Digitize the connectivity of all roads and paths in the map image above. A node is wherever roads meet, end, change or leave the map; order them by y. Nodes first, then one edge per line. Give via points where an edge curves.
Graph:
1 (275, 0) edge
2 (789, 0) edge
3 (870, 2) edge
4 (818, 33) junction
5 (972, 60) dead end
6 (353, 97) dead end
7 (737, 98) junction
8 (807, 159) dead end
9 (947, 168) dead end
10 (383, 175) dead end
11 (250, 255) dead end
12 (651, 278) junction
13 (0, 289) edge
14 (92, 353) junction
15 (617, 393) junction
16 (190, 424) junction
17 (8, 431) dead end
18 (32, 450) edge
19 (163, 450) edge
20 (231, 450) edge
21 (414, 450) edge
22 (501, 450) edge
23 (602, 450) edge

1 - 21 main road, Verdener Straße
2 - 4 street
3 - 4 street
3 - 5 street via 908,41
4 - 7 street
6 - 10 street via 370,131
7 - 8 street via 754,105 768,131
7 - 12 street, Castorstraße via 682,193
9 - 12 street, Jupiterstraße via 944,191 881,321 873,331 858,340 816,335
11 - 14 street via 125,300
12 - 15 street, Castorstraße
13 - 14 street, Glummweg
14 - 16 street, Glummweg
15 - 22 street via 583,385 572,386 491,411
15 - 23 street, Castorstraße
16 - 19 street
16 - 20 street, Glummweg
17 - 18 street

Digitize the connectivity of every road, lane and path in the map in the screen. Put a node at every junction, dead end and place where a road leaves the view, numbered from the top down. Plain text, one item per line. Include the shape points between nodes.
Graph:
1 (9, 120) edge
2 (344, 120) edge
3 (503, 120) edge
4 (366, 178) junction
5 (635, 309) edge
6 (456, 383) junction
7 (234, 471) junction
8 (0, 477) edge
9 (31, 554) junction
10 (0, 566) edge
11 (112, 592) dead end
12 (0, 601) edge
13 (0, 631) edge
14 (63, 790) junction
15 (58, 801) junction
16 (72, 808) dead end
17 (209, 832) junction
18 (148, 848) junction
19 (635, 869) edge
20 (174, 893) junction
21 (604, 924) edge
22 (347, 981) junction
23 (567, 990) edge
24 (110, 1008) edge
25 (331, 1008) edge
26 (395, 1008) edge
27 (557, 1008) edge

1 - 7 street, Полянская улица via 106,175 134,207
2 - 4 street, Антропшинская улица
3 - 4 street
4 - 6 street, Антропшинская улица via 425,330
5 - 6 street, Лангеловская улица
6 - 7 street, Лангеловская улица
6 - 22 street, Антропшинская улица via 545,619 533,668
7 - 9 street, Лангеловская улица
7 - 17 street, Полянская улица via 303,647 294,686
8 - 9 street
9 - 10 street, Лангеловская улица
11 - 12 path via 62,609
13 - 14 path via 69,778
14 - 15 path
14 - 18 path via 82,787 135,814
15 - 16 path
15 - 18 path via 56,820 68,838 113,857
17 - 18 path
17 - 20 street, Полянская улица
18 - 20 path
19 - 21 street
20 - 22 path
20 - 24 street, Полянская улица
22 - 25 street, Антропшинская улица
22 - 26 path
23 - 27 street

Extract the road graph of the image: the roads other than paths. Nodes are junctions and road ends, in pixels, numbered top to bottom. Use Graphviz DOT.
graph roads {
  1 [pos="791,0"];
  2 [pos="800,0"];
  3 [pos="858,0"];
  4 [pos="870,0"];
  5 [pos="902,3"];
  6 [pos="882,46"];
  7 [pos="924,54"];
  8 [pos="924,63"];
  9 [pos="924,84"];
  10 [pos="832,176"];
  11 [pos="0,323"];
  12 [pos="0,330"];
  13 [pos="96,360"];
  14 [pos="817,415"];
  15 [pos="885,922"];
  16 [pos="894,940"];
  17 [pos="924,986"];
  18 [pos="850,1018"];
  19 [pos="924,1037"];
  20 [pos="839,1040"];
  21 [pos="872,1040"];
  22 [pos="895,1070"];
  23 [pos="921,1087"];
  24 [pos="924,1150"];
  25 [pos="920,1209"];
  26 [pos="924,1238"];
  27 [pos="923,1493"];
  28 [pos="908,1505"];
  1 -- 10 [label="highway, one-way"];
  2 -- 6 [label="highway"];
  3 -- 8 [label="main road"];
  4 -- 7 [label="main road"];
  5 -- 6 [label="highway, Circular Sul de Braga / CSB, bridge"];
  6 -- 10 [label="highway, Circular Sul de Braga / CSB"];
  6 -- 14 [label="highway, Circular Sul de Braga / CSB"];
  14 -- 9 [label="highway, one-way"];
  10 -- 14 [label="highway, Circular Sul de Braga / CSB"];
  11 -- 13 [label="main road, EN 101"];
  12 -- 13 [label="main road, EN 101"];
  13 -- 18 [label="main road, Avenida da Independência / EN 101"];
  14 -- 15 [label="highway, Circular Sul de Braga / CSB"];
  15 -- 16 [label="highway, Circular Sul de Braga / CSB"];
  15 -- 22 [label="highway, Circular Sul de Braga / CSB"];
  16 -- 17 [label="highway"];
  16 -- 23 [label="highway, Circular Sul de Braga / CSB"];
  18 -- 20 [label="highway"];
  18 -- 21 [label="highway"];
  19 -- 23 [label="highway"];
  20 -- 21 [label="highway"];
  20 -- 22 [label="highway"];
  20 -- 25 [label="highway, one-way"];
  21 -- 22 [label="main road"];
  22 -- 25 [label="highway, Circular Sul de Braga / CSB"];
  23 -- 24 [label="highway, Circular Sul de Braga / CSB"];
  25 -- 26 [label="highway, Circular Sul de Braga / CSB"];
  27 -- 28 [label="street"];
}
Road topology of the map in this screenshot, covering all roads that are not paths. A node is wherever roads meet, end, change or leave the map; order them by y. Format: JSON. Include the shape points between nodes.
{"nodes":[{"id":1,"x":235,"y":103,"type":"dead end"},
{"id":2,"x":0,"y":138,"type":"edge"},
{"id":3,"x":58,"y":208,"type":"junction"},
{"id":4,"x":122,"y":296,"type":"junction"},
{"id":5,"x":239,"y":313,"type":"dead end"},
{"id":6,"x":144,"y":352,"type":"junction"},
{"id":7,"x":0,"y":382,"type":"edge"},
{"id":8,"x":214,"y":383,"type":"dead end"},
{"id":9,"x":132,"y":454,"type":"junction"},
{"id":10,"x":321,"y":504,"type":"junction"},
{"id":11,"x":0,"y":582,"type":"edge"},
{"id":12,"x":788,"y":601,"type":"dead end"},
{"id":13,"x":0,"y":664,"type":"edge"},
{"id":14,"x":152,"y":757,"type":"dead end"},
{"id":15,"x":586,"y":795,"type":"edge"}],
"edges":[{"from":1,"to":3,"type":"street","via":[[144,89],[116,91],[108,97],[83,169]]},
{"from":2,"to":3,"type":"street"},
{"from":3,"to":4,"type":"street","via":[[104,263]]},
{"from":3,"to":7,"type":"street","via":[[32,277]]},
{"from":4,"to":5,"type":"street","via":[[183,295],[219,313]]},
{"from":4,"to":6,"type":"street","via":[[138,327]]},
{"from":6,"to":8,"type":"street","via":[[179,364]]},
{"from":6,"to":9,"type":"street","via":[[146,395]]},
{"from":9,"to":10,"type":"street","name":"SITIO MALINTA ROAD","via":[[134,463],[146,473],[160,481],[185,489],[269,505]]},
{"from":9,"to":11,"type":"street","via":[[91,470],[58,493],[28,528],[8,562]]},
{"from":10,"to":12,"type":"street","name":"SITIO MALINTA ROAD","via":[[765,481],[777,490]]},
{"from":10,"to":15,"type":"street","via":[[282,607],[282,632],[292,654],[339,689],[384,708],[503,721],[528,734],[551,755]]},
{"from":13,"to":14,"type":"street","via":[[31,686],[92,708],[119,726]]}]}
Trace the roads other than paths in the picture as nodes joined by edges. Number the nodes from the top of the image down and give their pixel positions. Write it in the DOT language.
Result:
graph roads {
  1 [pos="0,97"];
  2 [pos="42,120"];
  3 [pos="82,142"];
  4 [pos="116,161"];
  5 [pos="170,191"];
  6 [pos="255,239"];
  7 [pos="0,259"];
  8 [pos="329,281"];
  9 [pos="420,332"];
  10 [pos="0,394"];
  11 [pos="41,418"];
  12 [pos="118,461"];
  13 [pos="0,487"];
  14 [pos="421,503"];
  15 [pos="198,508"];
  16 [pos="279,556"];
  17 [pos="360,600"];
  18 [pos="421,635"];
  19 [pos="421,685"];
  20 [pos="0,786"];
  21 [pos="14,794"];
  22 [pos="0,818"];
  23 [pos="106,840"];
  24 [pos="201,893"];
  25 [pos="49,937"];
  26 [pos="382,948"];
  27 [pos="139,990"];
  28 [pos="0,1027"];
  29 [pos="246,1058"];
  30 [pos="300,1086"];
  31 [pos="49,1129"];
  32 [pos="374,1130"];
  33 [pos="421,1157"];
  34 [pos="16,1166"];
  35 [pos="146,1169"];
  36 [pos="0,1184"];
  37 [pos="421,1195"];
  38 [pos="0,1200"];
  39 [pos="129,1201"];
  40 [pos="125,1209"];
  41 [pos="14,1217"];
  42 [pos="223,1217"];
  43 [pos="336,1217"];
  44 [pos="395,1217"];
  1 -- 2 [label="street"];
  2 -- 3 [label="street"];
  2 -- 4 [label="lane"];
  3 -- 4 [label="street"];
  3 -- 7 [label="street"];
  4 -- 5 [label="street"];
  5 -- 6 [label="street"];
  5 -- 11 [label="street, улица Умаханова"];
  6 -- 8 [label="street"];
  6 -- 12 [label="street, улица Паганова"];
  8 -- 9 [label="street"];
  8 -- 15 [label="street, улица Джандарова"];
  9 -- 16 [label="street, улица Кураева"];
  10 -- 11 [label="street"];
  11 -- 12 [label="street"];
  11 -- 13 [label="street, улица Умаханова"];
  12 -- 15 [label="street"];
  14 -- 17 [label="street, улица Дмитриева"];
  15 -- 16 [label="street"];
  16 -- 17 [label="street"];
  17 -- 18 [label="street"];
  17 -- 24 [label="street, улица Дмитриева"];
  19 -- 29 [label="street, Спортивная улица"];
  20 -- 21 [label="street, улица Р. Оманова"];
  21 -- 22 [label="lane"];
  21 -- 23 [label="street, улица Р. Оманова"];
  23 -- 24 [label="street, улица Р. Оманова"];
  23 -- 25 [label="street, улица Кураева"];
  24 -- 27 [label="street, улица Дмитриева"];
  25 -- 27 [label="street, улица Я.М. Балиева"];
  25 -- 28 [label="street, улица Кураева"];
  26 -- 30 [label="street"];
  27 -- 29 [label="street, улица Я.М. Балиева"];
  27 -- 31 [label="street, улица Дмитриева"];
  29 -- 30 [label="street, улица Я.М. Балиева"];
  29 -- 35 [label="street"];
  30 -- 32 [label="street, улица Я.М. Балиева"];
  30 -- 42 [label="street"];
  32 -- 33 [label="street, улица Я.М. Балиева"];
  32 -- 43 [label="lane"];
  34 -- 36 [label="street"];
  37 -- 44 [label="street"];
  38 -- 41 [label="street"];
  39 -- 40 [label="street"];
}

◆ ◆ ◆ ◆

*The problem*
Please find, in the entries above, every line where "Балиева" occurs, and copy it.

*Exercise result*
  25 -- 27 [label="street, улица Я.М. Балиева"];
  27 -- 29 [label="street, улица Я.М. Балиева"];
  29 -- 30 [label="street, улица Я.М. Балиева"];
  30 -- 32 [label="street, улица Я.М. Балиева"];
  32 -- 33 [label="street, улица Я.М. Балиева"];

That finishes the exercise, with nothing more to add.